I'm trying to even out the scales though. Can you tell? I'm getting my protein in with some quinoa and some other goodies. Let me just put it out there that this recipe is pretty much a dump of the items in my refrigerator and my pantry. No shame in this game. I'm just keeping it honest.
Can I also state that this salad would be PERFECT for a summer picnic? Not that I'm thinking about summer already, because I am just loving these single digit temperatures. Aren't you? ... Now before you tell me that it's winter and it's supposed to be cold...yes, I know that, but seriously, Mama Nature is just being rude at this point.
Anyhow, I really enjoyed this salad and I may have eaten all 4 - 6 servings by myself. #nojudgement
What?
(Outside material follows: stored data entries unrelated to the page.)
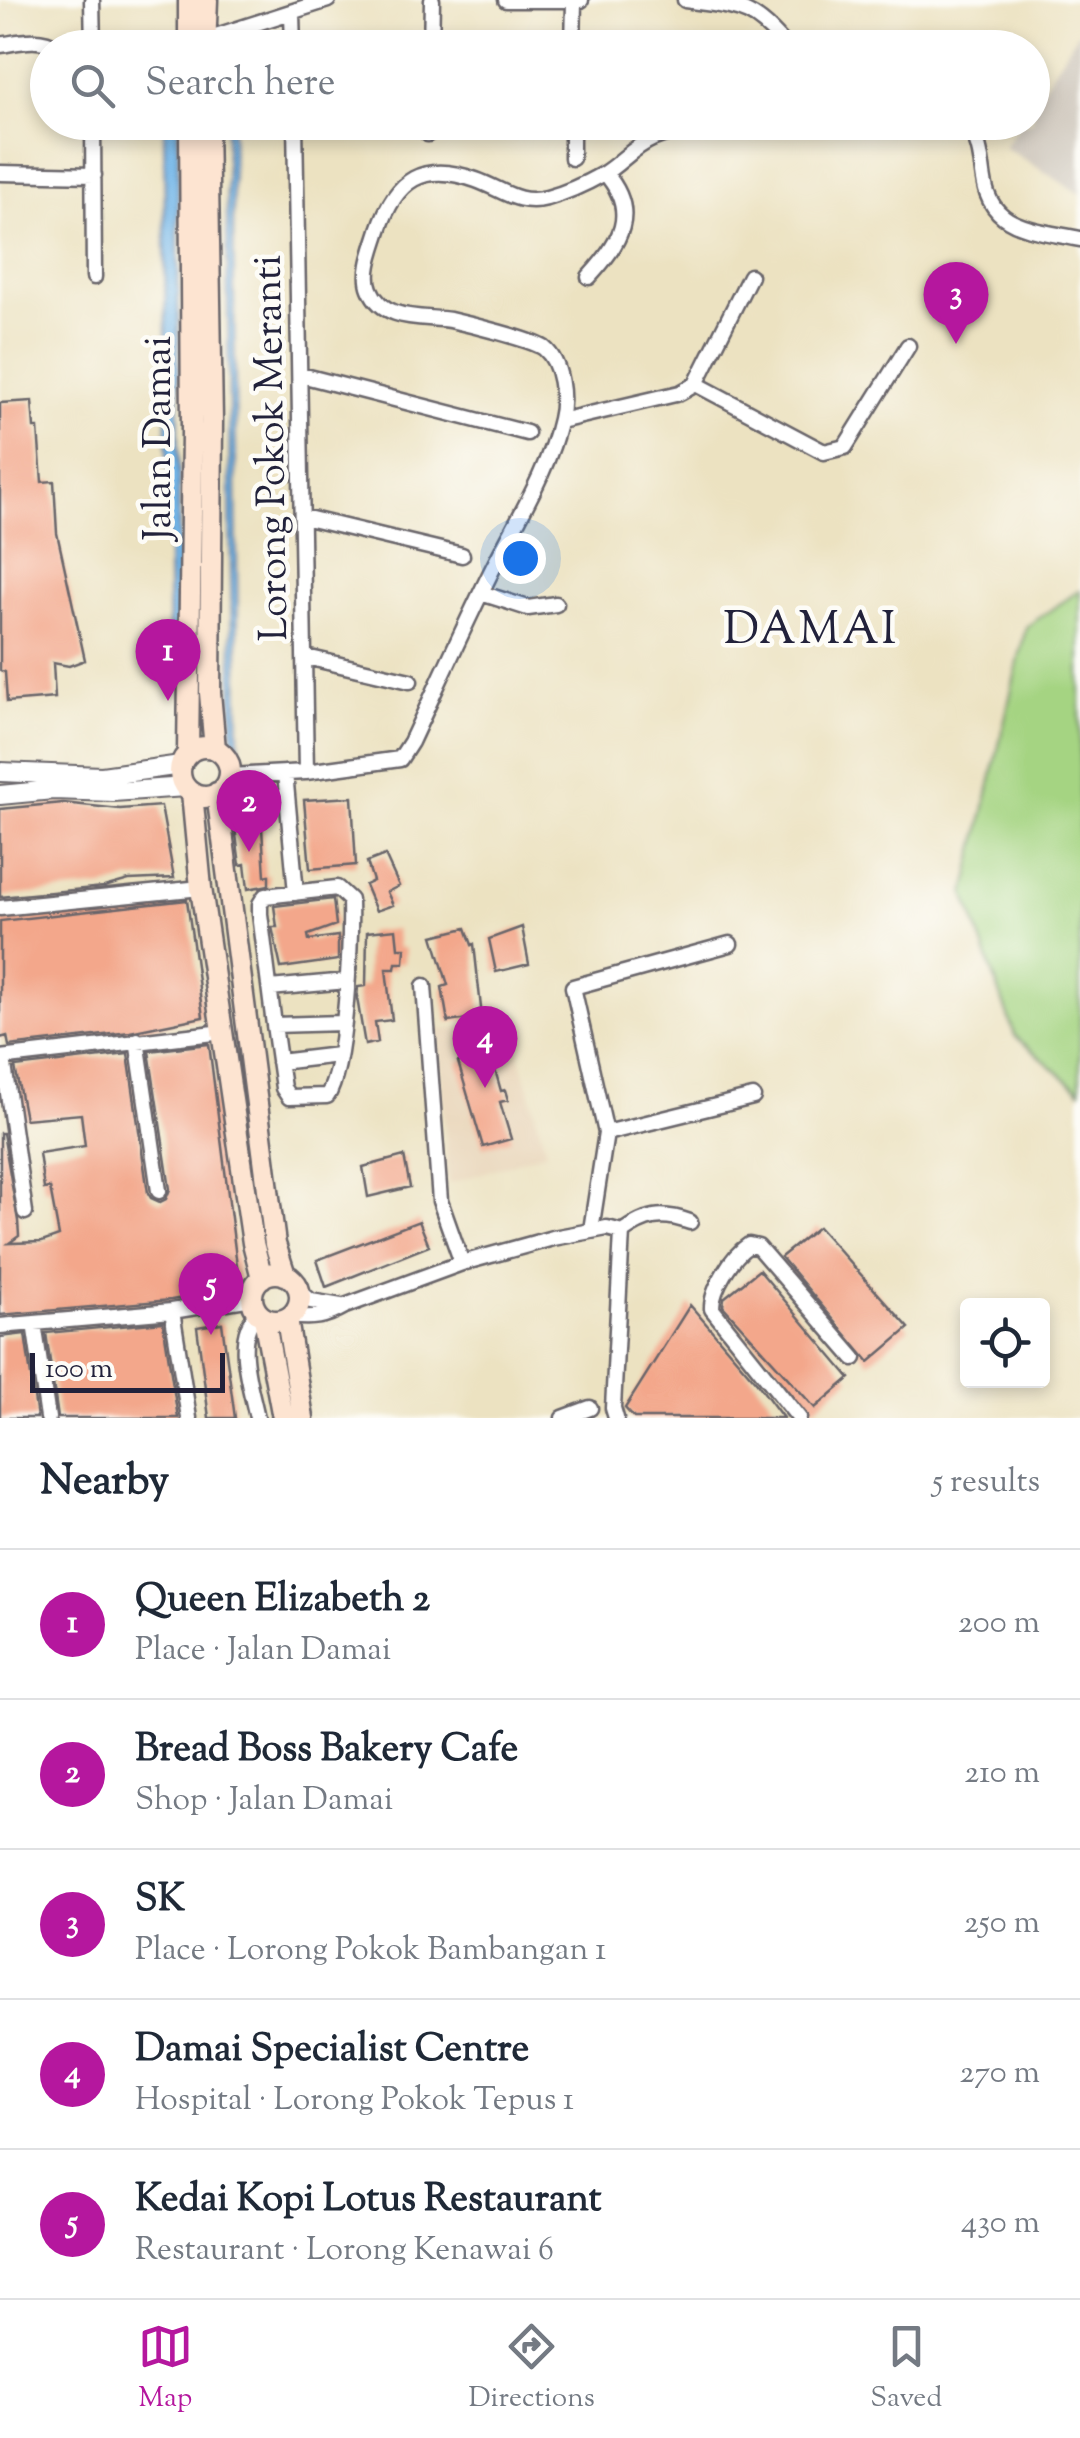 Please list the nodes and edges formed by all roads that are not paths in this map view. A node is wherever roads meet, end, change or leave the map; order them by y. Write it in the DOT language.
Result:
graph roads {
  1 [pos="92,0"];
  2 [pos="328,0"];
  3 [pos="432,0"];
  4 [pos="506,0"];
  5 [pos="577,0"];
  6 [pos="685,0"];
  7 [pos="201,2"];
  8 [pos="727,3"];
  9 [pos="292,12"];
  10 [pos="242,26"];
  11 [pos="92,30"];
  12 [pos="194,30"];
  13 [pos="204,30"];
  14 [pos="232,30"];
  15 [pos="292,30"];
  16 [pos="431,30"];
  17 [pos="574,30"];
  18 [pos="772,30"];
  19 [pos="30,41"];
  20 [pos="0,44"];
  21 [pos="94,140"];
  22 [pos="190,140"];
  23 [pos="207,140"];
  24 [pos="294,140"];
  25 [pos="572,140"];
  26 [pos="649,140"];
  27 [pos="976,140"];
  28 [pos="572,158"];
  29 [pos="0,173"];
  30 [pos="605,174"];
  31 [pos="94,175"];
  32 [pos="1080,239"];
  33 [pos="94,276"];
  34 [pos="750,276"];
  35 [pos="589,277"];
  36 [pos="908,346"];
  37 [pos="301,375"];
  38 [pos="696,384"];
  39 [pos="560,421"];
  40 [pos="527,434"];
  41 [pos="303,517"];
  42 [pos="462,554"];
  43 [pos="481,593"];
  44 [pos="556,604"];
  45 [pos="306,657"];
  46 [pos="410,680"];
  47 [pos="216,748"];
  48 [pos="185,760"];
  49 [pos="0,772"];
  50 [pos="285,772"];
  51 [pos="306,772"];
  52 [pos="224,785"];
  53 [pos="189,790"];
  54 [pos="0,796"];
  55 [pos="202,888"];
  56 [pos="296,893"];
  57 [pos="0,908"];
  58 [pos="730,944"];
  59 [pos="347,980"];
  60 [pos="424,986"];
  61 [pos="270,988"];
  62 [pos="342,1024"];
  63 [pos="274,1025"];
  64 [pos="223,1032"];
  65 [pos="136,1040"];
  66 [pos="338,1055"];
  67 [pos="2,1058"];
  68 [pos="279,1062"];
  69 [pos="753,1097"];
  70 [pos="606,1134"];
  71 [pos="159,1191"];
  72 [pos="25,1212"];
  73 [pos="690,1222"];
  74 [pos="591,1230"];
  75 [pos="622,1232"];
  76 [pos="462,1263"];
  77 [pos="285,1275"];
  78 [pos="262,1278"];
  79 [pos="300,1292"];
  80 [pos="346,1306"];
  81 [pos="258,1310"];
  82 [pos="172,1311"];
  83 [pos="289,1318"];
  84 [pos="34,1323"];
  85 [pos="0,1326"];
  86 [pos="854,1358"];
  87 [pos="590,1408"];
  88 [pos="48,1418"];
  89 [pos="189,1418"];
  90 [pos="257,1418"];
  91 [pos="283,1418"];
  92 [pos="303,1418"];
  93 [pos="563,1418"];
  94 [pos="616,1418"];
  95 [pos="799,1418"];
  1 -- 11 [label="street"];
  2 -- 9 [label="street"];
  3 -- 16 [label="street"];
  4 -- 5 [label="street"];
  5 -- 17 [label="street"];
  6 -- 8 [label="street"];
  7 -- 10 [label="street"];
  7 -- 12 [label="main road"];
  7 -- 13 [label="main road"];
  8 -- 18 [label="street"];
  9 -- 10 [label="street"];
  9 -- 15 [label="street"];
  10 -- 14 [label="street"];
  19 -- 20 [label="street"];
  21 -- 31 [label="street"];
  22 -- 48 [label="main road, Jalan Damai"];
  23 -- 47 [label="main road, Jalan Damai"];
  24 -- 37 [label="street, Lorong Pokok Meranti"];
  25 -- 28 [label="street"];
  26 -- 30 [label="street"];
  27 -- 32 [label="street"];
  29 -- 31 [label="street"];
  30 -- 35 [label="street"];
  30 -- 39 [label="street"];
  31 -- 33 [label="street"];
  34 -- 38 [label="street"];
  36 -- 38 [label="street"];
  37 -- 40 [label="street"];
  37 -- 41 [label="street, Lorong Pokok Meranti"];
  38 -- 39 [label="street"];
  39 -- 43 [label="street"];
  41 -- 42 [label="street"];
  41 -- 45 [label="street, Lorong Pokok Meranti"];
  43 -- 44 [label="street"];
  43 -- 51 [label="street"];
  45 -- 46 [label="street"];
  45 -- 51 [label="street, Lorong Pokok Meranti"];
  47 -- 48 [label="main road"];
  47 -- 52 [label="main road"];
  48 -- 49 [label="street"];
  48 -- 53 [label="main road"];
  50 -- 51 [label="street"];
  50 -- 52 [label="street"];
  50 -- 56 [label="street"];
  52 -- 53 [label="main road"];
  52 -- 77 [label="main road"];
  53 -- 54 [label="street"];
  53 -- 55 [label="main road"];
  55 -- 57 [label="street"];
  55 -- 64 [label="main road"];
  56 -- 59 [label="street"];
  56 -- 61 [label="street"];
  58 -- 70 [label="street"];
  59 -- 61 [label="street"];
  59 -- 62 [label="street"];
  60 -- 76 [label="street"];
  61 -- 63 [label="street"];
  62 -- 63 [label="street"];
  62 -- 66 [label="street"];
  63 -- 68 [label="street"];
  64 -- 65 [label="street"];
  64 -- 78 [label="main road"];
  65 -- 67 [label="street"];
  65 -- 71 [label="street"];
  66 -- 68 [label="street"];
  66 -- 68 [label="street"];
  67 -- 72 [label="street"];
  69 -- 70 [label="street"];
  70 -- 74 [label="street"];
  73 -- 75 [label="street"];
  74 -- 75 [label="street"];
  74 -- 76 [label="street"];
  75 -- 94 [label="street"];
  76 -- 80 [label="street"];
  77 -- 78 [label="main road"];
  77 -- 79 [label="main road"];
  78 -- 81 [label="main road"];
  79 -- 80 [label="street"];
  79 -- 83 [label="main road"];
  80 -- 83 [label="street"];
  81 -- 82 [label="street"];
  81 -- 83 [label="main road"];
  81 -- 90 [label="street"];
  81 -- 91 [label="main road"];
  82 -- 84 [label="street"];
  82 -- 89 [label="street"];
  83 -- 92 [label="main road"];
  84 -- 85 [label="street"];
  84 -- 88 [label="street"];
  86 -- 95 [label="street"];
  87 -- 93 [label="street"];
}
A girl can't be hungry? I really like avocado, ok. And cucumbers and cranberries. #owningit
I swear this hashtag thing isn't going to be a thing. For real.
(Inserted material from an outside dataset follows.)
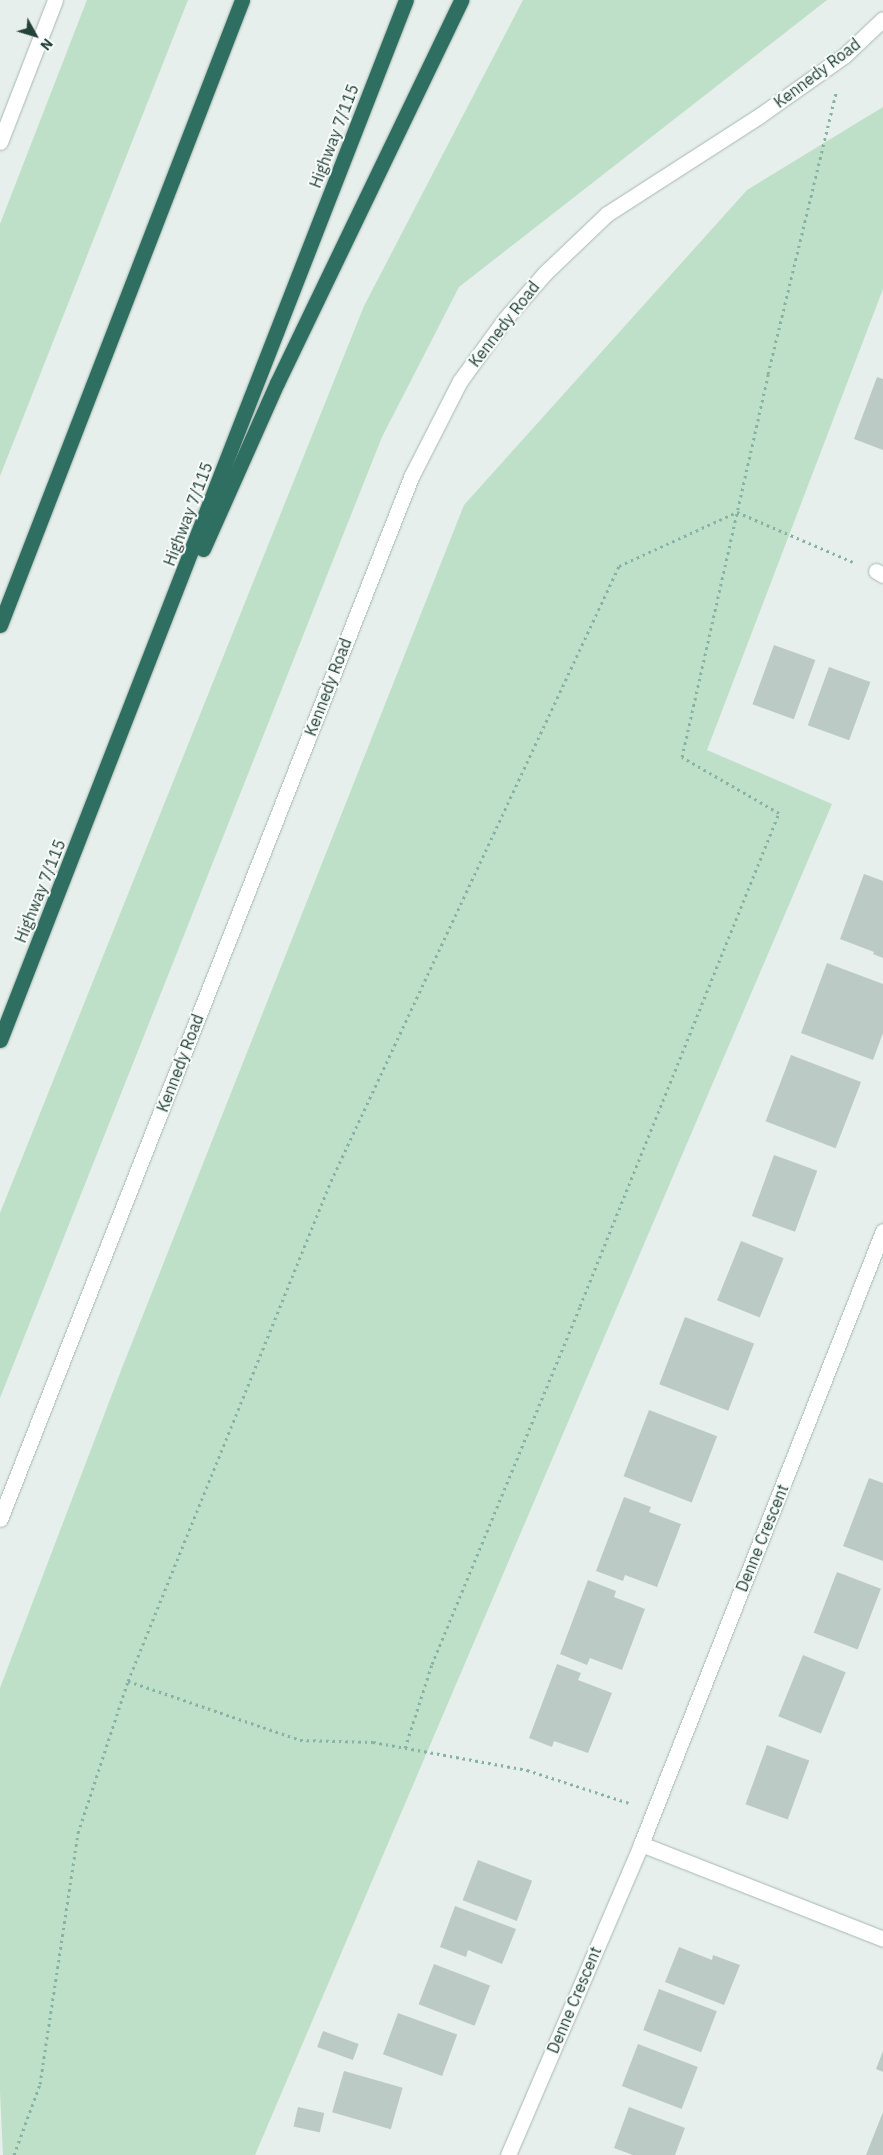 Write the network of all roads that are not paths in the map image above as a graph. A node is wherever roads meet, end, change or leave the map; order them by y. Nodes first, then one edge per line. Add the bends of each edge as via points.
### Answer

Quinoa Salad with Avocado, Cucumber, and Cranberries
makes 4 - 6 servings
- 1 cup quinoa, rinsed well
- kosher salt
- 1 large lemon, zested and juiced
- 3 Tbs. extra-virgin olive oil
- 1/4 tsp. ground oregano
- 1/4 tsp. ground cumin
- 1/4 tsp. paprika
- 1/8 teaspoon chili pepper
- 1/4 - 1/2 teaspoon granulated sugar
- 1 medium firm-ripe avocado, pitted, peeled, and cut into 1/2-inch chunks
- 1/2 cucumber, diced
- 4 tablespoons dried cranberries
- 2 - 3 medium scallions, white and light green parts only, thinly sliced
- 2 to 3 tablespoons chopped almonds
- freshly ground black pepper
1) In a medium saucepan, bring 2 cups water, quinoa, and 1/2 teaspoon salt to a boil over high heat. Cover, reduce the heat to medium low, and simmer until the water is absorbed and the quinoa is translucent and tender, about 10 to 15 minutes.
2) Fluff the quinoa with a fork and then place the quinoa onto a baking sheet to cool to room temperature. Set aside.
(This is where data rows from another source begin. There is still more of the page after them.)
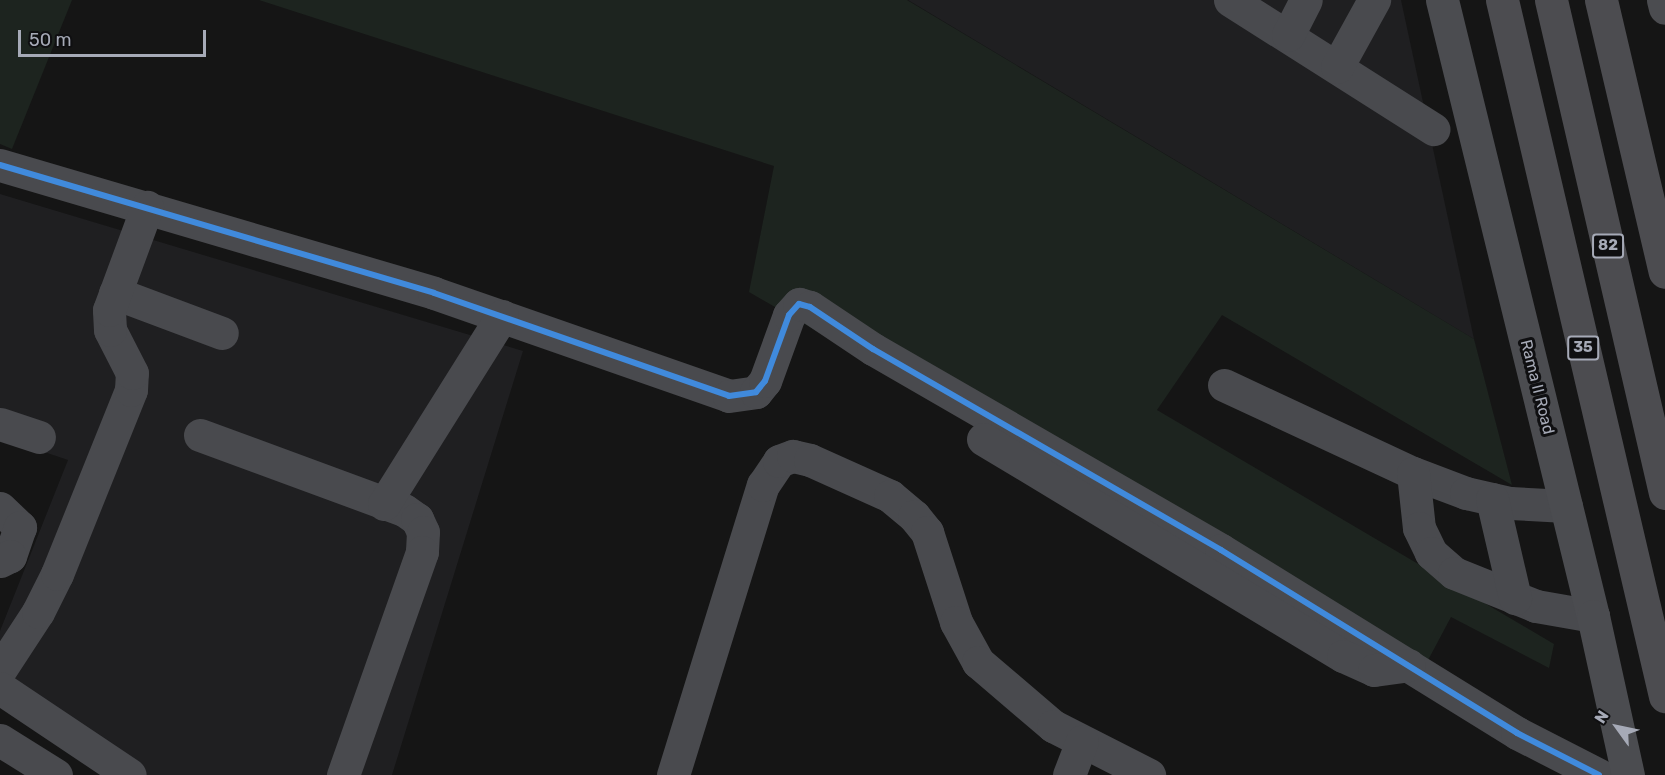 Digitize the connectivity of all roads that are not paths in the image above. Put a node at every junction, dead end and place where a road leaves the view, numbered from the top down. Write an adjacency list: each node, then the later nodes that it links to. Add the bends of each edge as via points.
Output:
1 (1230, 0): 11 (street)
2 (1306, 0): 11 (street)
3 (1374, 0): 12 (street)
4 (1442, 0): 30 (main road, Rama II Road)
5 (1502, 0): 38 (highway, 35)
6 (1551, 0): 27 (highway, 82)
7 (1601, 0): 17 (highway)
8 (1607, 0): 16 (highway)
9 (1663, 0): 10 (main road)
10 (1665, 8)
11 (1288, 36): 12 (street)
12 (1337, 67): 13 (street)
13 (1433, 129)
14 (0, 165): 15 (street)
15 (147, 207): 18 (street); 19 (street)
16 (1665, 250)
17 (1665, 272)
18 (115, 293): 20 (street); 36 (street, via 109,310 110,330 132,373 131,390 57,574 38,612)
19 (502, 316): 29 (street); 35 (street, via 707,389 742,396 756,392 765,381 789,315 800,304 810,307 873,349 1221,550)
20 (222, 333)
21 (1224, 385): 26 (street)
22 (954, 421): 35 (street, via 1343,656 1374,670)
23 (0, 424): 25 (street)
24 (200, 435): 29 (street)
25 (39, 437)
26 (1413, 473): 28 (street); 33 (street, via 1419,528 1431,553 1454,573)
27 (1665, 493)
28 (1492, 499): 30 (street); 33 (street)
29 (384, 504): 43 (street, via 417,519 423,532 422,552)
30 (1566, 506): 34 (main road, Rama II Road)
31 (0, 508): 32 (street, via 20,526 10,556)
32 (0, 561)
33 (1515, 598): 34 (street)
34 (1593, 616): 48 (main road, Rama II Road)
35 (1409, 665): 47 (street, via 1517,733)
36 (0, 670)
37 (0, 688): 42 (street)
38 (1665, 696)
39 (0, 740): 41 (street)
40 (1082, 741): 44 (street, via 1053,726 978,662 956,622 927,532 914,516 891,496 793,456 779,461 763,485); 45 (street); 46 (street)
41 (56, 775)
42 (130, 775)
43 (344, 775)
44 (673, 775)
45 (1069, 775)
46 (1149, 775)
47 (1599, 775)
48 (1628, 775)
3) In a small bowl, whisk together the zest and juice of the entire lemon, olive oil, oregano, cumin, paprika, chili pepper, sugar, and 1/4 teaspoon salt.
4) In a large bowl, combine the vinaigrette with the quinoa, avocado, cucumber, cranberries, scallions, and almonds. Mix well.
5) Season to taste with salt and pepper. Serve at room temperature or chilled.